After checking some websites, it seems that Mixed-integer linear programming (MILP) or in particular BILP (binary ...) can solve my issue, and I found https://docs.scipy.org/doc/scipy/reference/generated/scipy.optimize.milp.html but wasn't able to make it work, as I'm stuck translating my problem into code. Can anyone help me out?
Here's my solution:
1. Make the results trackable
In cpmodel from ortools you can do so by introducing a class with
from ortools.sat.python import cp_model as cp
class VarArraySolutionPrinter(cp.CpSolverSolutionCallback):
"""Print intermediate solutions."""
def __init__(self, variables):
cp.CpSolverSolutionCallback.__init__(self)
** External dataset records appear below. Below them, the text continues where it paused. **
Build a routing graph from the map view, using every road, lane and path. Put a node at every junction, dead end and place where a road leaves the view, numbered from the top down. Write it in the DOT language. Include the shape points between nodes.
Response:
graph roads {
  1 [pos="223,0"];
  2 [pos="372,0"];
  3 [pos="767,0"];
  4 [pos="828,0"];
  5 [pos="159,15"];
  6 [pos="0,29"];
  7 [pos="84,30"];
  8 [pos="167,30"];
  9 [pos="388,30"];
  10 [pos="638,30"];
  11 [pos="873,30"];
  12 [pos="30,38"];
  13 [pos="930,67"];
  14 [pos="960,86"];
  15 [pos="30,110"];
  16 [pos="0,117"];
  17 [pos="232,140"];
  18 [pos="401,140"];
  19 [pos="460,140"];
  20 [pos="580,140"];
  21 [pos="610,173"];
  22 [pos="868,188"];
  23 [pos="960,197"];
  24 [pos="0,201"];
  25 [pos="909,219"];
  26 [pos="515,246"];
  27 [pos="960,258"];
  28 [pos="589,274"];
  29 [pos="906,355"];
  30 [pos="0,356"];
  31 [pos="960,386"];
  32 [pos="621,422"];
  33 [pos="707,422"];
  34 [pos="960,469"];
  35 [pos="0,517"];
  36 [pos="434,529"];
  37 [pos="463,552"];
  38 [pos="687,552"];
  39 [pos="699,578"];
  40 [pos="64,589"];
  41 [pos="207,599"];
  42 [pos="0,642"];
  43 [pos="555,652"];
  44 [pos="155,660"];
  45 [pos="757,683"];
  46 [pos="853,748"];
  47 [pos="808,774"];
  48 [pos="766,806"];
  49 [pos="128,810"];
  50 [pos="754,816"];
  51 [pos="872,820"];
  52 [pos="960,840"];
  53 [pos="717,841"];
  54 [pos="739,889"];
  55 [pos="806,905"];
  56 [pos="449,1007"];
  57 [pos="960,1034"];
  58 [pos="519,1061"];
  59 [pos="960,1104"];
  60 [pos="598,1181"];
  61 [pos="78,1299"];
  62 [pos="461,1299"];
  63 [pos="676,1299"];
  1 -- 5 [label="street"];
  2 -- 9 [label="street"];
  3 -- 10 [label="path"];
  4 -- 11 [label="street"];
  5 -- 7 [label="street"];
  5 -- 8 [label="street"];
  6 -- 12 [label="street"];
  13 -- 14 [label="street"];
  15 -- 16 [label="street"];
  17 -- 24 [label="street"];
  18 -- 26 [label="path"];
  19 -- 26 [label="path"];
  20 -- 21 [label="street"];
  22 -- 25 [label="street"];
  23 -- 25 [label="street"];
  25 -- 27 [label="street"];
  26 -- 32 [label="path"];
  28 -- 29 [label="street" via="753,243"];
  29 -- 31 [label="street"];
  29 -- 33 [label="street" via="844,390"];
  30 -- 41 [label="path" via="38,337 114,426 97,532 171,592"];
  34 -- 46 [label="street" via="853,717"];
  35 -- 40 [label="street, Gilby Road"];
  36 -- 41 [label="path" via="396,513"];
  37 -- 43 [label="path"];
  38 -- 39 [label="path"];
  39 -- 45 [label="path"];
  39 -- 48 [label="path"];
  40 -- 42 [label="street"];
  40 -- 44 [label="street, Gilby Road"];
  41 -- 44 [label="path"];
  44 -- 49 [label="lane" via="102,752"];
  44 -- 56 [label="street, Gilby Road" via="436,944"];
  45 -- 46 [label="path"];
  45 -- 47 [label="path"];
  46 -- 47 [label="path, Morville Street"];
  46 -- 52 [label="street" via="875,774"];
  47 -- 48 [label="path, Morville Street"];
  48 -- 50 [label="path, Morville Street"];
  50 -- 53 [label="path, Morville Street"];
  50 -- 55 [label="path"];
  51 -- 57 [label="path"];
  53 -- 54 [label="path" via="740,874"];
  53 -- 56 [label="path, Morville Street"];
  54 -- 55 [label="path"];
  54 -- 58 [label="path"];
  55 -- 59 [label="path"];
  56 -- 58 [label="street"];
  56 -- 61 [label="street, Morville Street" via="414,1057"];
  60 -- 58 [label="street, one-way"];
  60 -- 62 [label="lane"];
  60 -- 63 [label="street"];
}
self.__variables = variables
self.__solution_count = 0
def on_solution_callback(self):
self.__solution_count += 1
for v in self.__variables:
print('%s=%i' % (v, self.Value(v)), end=' ')
print()
def solution_count(self):
return self.__solution_count
and than structure your code like this
# ############################################
# content of your objective function goes here
# ############################################
# solve the model
solver = cp.CpSolver()
status = solver.Solve(model)
# https://developers.google.com/optimization/cp/cp_solver?hl=de
# debugging
solution_printer = VarArraySolutionPrinter([objective, xi_wi_pi, xi_wi])
solver.parameters.enumerate_all_solutions = True
# inspect the solution
objective_function_value = solver.ObjectiveValue()
solution_info = solver.SolutionInfo()
status = solver.Solve(model, solution_printer)
note that in
solution_printer = VarArraySolutionPrinter([objective, xi_wi_pi, xi_wi])
you want to add the variable names, i.e. using the third argument (str) when creating a variable:
xi_wi = model.NewIntVar(0, 100, "xi_wi")
2. Create the model
With that out of the way I found that I didn't had to follow Jonis advice because cpmodel from ortool can handel binary variables itself. This code works for me:
from ortools.sat.python import cp_model as cp
# w_default = weighting
# chaos = price
data = {"w_default":{
"0":500,
"1":50,
"2":50,
"3":50,
"4":250,
"5":1000
},
"chaos":{
"0":4,
"1":78,
"2":75,
"3":170,
"4":5,
"5":4
}
}
model = cp.CpModel()
num_items = len(data["w_default"])
# create boolean coefficients
dv_select_items = {i: model.NewBoolVar("item_" + str(i)) for i in data["w_default"]}
# constraint: remove exactly 3 items
model.Add(sum(dv_select_items[i] for i in dv_select_items) == num_items - 3)
# ##### numerator equation #####
constant = 1000
# x_i * w_i * p_i // sum of weightings * prices = 200.000 -> UB 500.000 to give some space?
xi_wi_pi = model.NewIntVar(50000 * constant, 500000 * constant, "xi_wi_pi")
model.Add(xi_wi_pi == sum(
dv_select_items[i] * data["w_default"][i] * data["chaos"][i] * constant for i in dv_select_items))
##### denominator equation #####
# xi_wi // sum of weightings 23665: 20665 with 3 blocked
lb_weights = int(tot_weight * 0.75)
xi_wi = model.NewIntVar(lb_weights, tot_weight, "xi_wi")
model.Add(xi_wi == sum(dv_select_items[i] * data["w_default"][i] for i in dv_select_items))
objective = model.NewIntVar(0, 100 * constant, "objective")
model.AddDivisionEquality(objective, xi_wi_pi, xi_wi)
# set target
model.Maximize(objective)
# solve the model
solver = cp.CpSolver()
status = solver.Solve(model)
# https://developers.google.com/optimization/cp/cp_solver?hl=de
# debugging
solution_printer = VarArraySolutionPrinter([objective, xi_wi_pi, xi_wi])
solver.parameters.enumerate_all_solutions = True
# inspect the solution
objective_function_value = solver.ObjectiveValue()
solution_info = solver.SolutionInfo()
status = solver.Solve(model, solution_printer)
3. Scale the nominator because AddDivisionEquality round to integers
You might be wondering why I have added a constant in the code (it doesn't work without it). This is because
model.AddDivisionEquality(objective, xi_wi_pi, xi_wi)
always rounds the result to an integer value and because the results are in the range of 8.something the objective function always returned 8. However, if you multiply the numerator with 1000, 8.3456 now becomes 8345 and 8.4334 becomes 8433 and thus can be evaluated correctly.
Hope this helps anyone with a similar problem. Also, many thanks to Joni and Barthendu for pointing me in the right direction!